[Recorded information Boundary: Start]

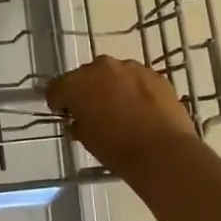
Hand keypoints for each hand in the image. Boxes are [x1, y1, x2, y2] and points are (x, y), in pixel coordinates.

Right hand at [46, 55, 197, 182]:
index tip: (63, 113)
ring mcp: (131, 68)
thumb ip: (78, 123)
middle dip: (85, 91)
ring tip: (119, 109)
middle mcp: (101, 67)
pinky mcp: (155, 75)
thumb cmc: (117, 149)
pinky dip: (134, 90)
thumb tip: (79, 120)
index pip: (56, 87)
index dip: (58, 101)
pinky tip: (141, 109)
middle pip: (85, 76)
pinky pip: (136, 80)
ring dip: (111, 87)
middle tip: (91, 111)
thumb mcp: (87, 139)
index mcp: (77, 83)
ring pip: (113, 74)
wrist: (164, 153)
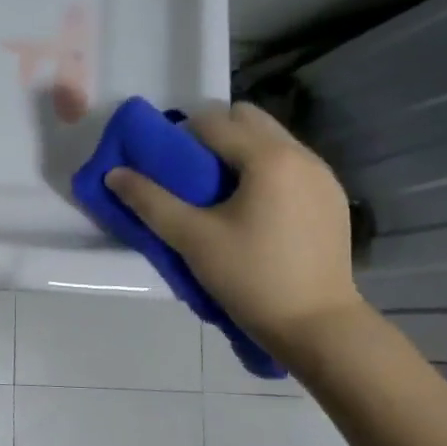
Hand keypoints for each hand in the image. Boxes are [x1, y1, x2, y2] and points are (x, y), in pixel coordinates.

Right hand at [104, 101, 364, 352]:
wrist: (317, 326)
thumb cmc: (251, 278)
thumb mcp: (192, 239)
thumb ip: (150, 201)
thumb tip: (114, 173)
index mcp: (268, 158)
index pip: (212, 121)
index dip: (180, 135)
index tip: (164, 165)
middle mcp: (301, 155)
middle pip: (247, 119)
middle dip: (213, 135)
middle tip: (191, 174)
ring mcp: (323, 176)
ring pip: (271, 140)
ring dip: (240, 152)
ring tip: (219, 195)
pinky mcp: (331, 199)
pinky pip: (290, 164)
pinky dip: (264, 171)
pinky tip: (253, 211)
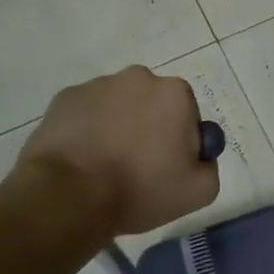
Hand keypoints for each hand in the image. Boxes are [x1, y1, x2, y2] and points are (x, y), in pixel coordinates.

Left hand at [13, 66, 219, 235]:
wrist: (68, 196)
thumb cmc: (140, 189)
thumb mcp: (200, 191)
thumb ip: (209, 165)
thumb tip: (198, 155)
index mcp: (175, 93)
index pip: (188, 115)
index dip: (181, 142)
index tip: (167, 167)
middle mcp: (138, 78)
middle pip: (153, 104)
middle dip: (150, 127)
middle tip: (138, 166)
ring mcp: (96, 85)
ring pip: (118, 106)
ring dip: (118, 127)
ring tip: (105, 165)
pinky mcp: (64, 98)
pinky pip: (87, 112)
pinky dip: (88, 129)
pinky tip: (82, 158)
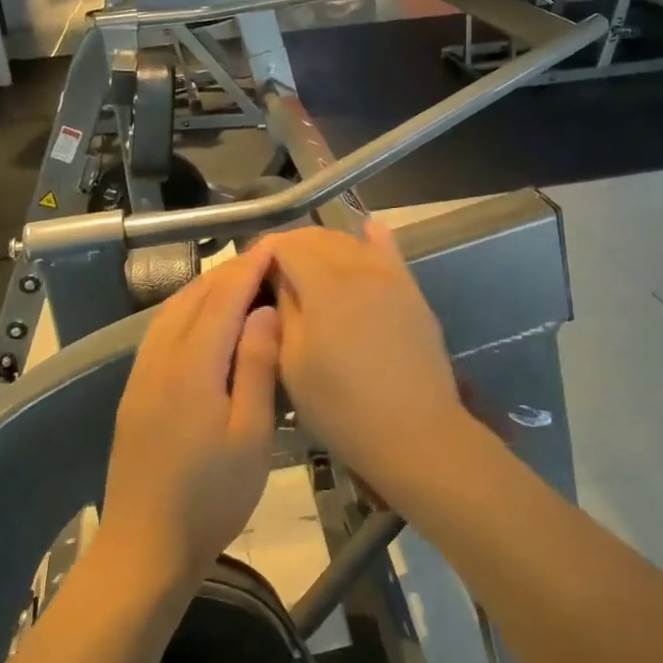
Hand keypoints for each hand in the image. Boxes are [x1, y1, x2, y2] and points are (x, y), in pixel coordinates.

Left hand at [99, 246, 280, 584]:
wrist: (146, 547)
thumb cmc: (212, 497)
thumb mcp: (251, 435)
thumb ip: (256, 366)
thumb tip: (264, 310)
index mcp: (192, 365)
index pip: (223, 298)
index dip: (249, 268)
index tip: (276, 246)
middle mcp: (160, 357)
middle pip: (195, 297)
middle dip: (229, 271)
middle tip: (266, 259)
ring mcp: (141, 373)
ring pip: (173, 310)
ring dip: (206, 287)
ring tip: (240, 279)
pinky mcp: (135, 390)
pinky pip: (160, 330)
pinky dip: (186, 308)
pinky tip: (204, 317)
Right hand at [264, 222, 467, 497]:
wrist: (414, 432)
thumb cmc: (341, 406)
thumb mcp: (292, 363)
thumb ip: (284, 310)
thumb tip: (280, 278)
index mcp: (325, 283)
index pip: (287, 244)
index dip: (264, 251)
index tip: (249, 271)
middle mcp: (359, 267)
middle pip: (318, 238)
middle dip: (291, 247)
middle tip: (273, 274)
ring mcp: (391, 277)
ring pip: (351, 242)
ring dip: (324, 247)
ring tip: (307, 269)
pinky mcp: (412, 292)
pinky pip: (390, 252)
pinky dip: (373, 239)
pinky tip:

[Recorded information Boundary: End]

Apart from the pictures, every line of the data above should be given again exactly.

Hand keypoints for each hand in the image. Boxes are [x1, y1, x2, y2] and points are (x, y), in pixel coordinates.

Right hand at [46, 55, 197, 182]:
index tip: (63, 113)
ring mcp: (131, 68)
thumb ip: (78, 123)
middle dip: (85, 91)
ring tip: (119, 109)
middle mcp: (101, 67)
pinky mcp: (155, 75)
thumb cmc: (117, 149)
pinky dip: (134, 90)
thumb tip: (79, 120)
index pip: (56, 87)
index dip: (58, 101)
pinky tip: (141, 109)
middle pip: (85, 76)
pinky pip: (136, 80)
ring dip: (111, 87)
middle tip: (91, 111)
thumb mcp: (87, 139)
index mcp: (77, 83)
ring pip: (113, 74)
wrist: (164, 153)
Hand keypoints for each hand in the image. Boxes are [x1, y1, x2, y2] and points are (x, y), in pixel coordinates.

Right hand at [104, 101, 364, 352]:
wrist: (317, 326)
thumb cmc: (251, 278)
thumb mcp: (192, 239)
thumb ip: (150, 201)
thumb tip: (114, 173)
index mcp: (268, 158)
index pip: (212, 121)
index dip: (180, 135)
index tip: (164, 165)
middle mcp: (301, 155)
middle pip: (247, 119)
middle dip: (213, 135)
middle tip: (191, 174)
ring mcp: (323, 176)
ring pip: (271, 140)
ring dip: (240, 152)
ring tip: (219, 195)
pinky mcp: (331, 199)
pinky pip: (290, 164)
pinky dip: (264, 171)
pinky tip: (253, 211)
Hand keypoints for each hand in the image. Boxes are [x1, y1, x2, y2] and points are (x, y), in pixel coordinates.

Left hand at [13, 66, 219, 235]:
wrist: (68, 196)
thumb cmc: (140, 189)
thumb mcp: (200, 191)
thumb ip: (209, 165)
thumb tip: (198, 155)
index mcp: (175, 93)
index pip: (188, 115)
index dip: (181, 142)
index tip: (167, 167)
middle mcp: (138, 78)
middle pip: (153, 104)
middle dip: (150, 127)
middle tip: (138, 166)
ring mcp: (96, 85)
ring pip: (118, 106)
ring dip: (118, 127)
ring tip: (105, 165)
pinky mcp: (64, 98)
pinky pip: (87, 112)
pinky dip: (88, 129)
pinky tip: (82, 158)
Hand keypoints for each hand in the image. Boxes are [x1, y1, x2, y2] and points are (x, y), in pixel coordinates.

Left hand at [99, 246, 280, 584]:
wrist: (146, 547)
thumb cmc: (212, 497)
thumb mcp: (251, 435)
thumb ip: (256, 366)
thumb tip: (264, 310)
index mcp: (192, 365)
index pip: (223, 298)
index dip: (249, 268)
index tip: (276, 246)
middle mcp: (160, 357)
middle pip: (195, 297)
middle dip: (229, 271)
middle tip: (266, 259)
ring mcp: (141, 373)
ring pip: (173, 310)
ring dip: (206, 287)
ring tip: (240, 279)
pinky mcp: (135, 390)
pinky pip: (160, 330)
pinky dip: (186, 308)
pinky tip: (204, 317)
Right hand at [264, 222, 467, 497]:
wrist: (414, 432)
thumb cmc: (341, 406)
thumb mcp: (292, 363)
thumb ip: (284, 310)
thumb tip: (280, 278)
index mcp: (325, 283)
index pip: (287, 244)
index dip: (264, 251)
index tip: (249, 271)
middle mcp: (359, 267)
middle pip: (318, 238)
middle dip: (291, 247)
middle tip: (273, 274)
ring mcp: (391, 277)
ring pip: (351, 242)
ring dip: (324, 247)
ring tip: (307, 269)
pinky mcp: (412, 292)
pinky pip: (390, 252)
pinky dip: (373, 239)
pinky tip:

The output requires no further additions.